O Índice Geral de Preços – Mercado (IGP-M), indicador conhecido popularmente como “inflação do aluguel”, desacelerou em maio após registrar forte alta no mês anterior. Os dados foram divulgados nesta quinta-feira (28) pela Fundação Getulio Vargas (FGV).
Segundo o levantamento, o índice avançou 0,84% neste mês, abaixo da taxa de 2,73% registrada em abril. O resultado veio praticamente em linha com as expectativas do mercado financeiro, cuja média das projeções apontava para alta de 0,86%.
Apesar da desaceleração mensal, o indicador ainda acumula avanço de 3,79% em 2026. No acumulado dos últimos 12 meses, o IGP-M registra alta de 1,95%.
O comportamento do índice em maio foi influenciado principalmente pela redução das pressões sobre os preços ao produtor e pelo alívio em itens ligados a combustíveis e alimentos.
Segundo a FGV, a estabilidade relativa do petróleo no mercado internacional teve papel importante nesse movimento.
“A menor intensidade do IGP-M em maio foi influenciada pela relativa estabilidade dos preços do petróleo no mercado internacional, que não provocou choques adicionais relevantes nas cadeias produtivas”, afirma Matheus Dias, economista do FGV Ibre.
Queda na pressão sobre produtores ajudou desaceleração
O economista explica que a desaceleração do Índice de Preços ao Produtor Amplo (IPA), principal componente do IGP-M, foi determinante para o resultado de maio.
“Esse movimento ajudou a reduzir a pressão sobre os preços ao produtor: o IPA (Índice de Preços ao Produtor Amplo) subiu 0,91%, bem abaixo da alta de 3,48% registrada em abril.

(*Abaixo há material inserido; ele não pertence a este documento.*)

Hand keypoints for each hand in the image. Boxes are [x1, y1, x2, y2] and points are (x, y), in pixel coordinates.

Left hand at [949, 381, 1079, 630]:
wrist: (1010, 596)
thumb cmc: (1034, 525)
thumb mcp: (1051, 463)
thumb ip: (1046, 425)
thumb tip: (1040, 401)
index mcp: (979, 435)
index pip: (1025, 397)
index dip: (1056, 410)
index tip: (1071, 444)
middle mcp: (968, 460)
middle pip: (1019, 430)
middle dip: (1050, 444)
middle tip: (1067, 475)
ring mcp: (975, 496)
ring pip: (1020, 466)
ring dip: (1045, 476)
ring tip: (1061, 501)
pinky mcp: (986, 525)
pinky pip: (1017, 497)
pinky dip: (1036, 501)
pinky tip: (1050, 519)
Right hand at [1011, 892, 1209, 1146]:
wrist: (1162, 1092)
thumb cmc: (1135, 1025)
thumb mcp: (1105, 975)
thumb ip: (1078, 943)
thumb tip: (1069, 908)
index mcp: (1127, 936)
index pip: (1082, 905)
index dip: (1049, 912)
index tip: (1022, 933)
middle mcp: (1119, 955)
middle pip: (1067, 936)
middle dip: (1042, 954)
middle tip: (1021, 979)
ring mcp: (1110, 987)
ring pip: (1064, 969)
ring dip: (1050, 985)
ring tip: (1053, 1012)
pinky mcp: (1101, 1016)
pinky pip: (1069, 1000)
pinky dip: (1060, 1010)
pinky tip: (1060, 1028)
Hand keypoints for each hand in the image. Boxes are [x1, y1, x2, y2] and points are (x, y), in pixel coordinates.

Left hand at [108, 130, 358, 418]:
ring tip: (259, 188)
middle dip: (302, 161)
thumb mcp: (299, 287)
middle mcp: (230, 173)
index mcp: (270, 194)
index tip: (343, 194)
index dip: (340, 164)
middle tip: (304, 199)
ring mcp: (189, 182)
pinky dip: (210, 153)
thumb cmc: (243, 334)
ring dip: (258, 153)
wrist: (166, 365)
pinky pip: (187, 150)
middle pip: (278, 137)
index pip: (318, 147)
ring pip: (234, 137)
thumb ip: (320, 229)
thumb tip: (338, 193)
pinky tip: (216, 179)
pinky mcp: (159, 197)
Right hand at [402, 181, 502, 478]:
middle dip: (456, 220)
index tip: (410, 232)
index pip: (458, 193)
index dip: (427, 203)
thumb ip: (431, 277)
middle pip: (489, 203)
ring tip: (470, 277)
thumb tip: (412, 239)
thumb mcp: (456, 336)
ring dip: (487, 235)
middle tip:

Parte dessa desaceleração veio do grupo de matérias-primas brutas, tanto minerais quanto agropecuárias.”
Segundo a análise da FGV, houve redução da pressão sobre diversos insumos básicos da economia, especialmente no setor agropecuário e em matérias-primas minerais, o que contribuiu para frear o avanço do índice geral.
A desaceleração ocorre após meses de preocupação do mercado com possíveis impactos da volatilidade internacional sobre combustíveis, logística e cadeias produtivas.
Combustíveis e alimentos ajudaram a conter inflação
Além do alívio no atacado, os preços ao consumidor também mostraram comportamento mais moderado em maio.
De acordo com Matheus Dias, a queda nos combustíveis e em alguns alimentos contribuiu diretamente para reduzir o ritmo de alta do índice.
“No âmbito dos preços ao consumidor, a alta mais moderada também refletiu a queda dos combustíveis e de alguns alimentos, com destaque para o café em pó, que recuou quase 3% no período.”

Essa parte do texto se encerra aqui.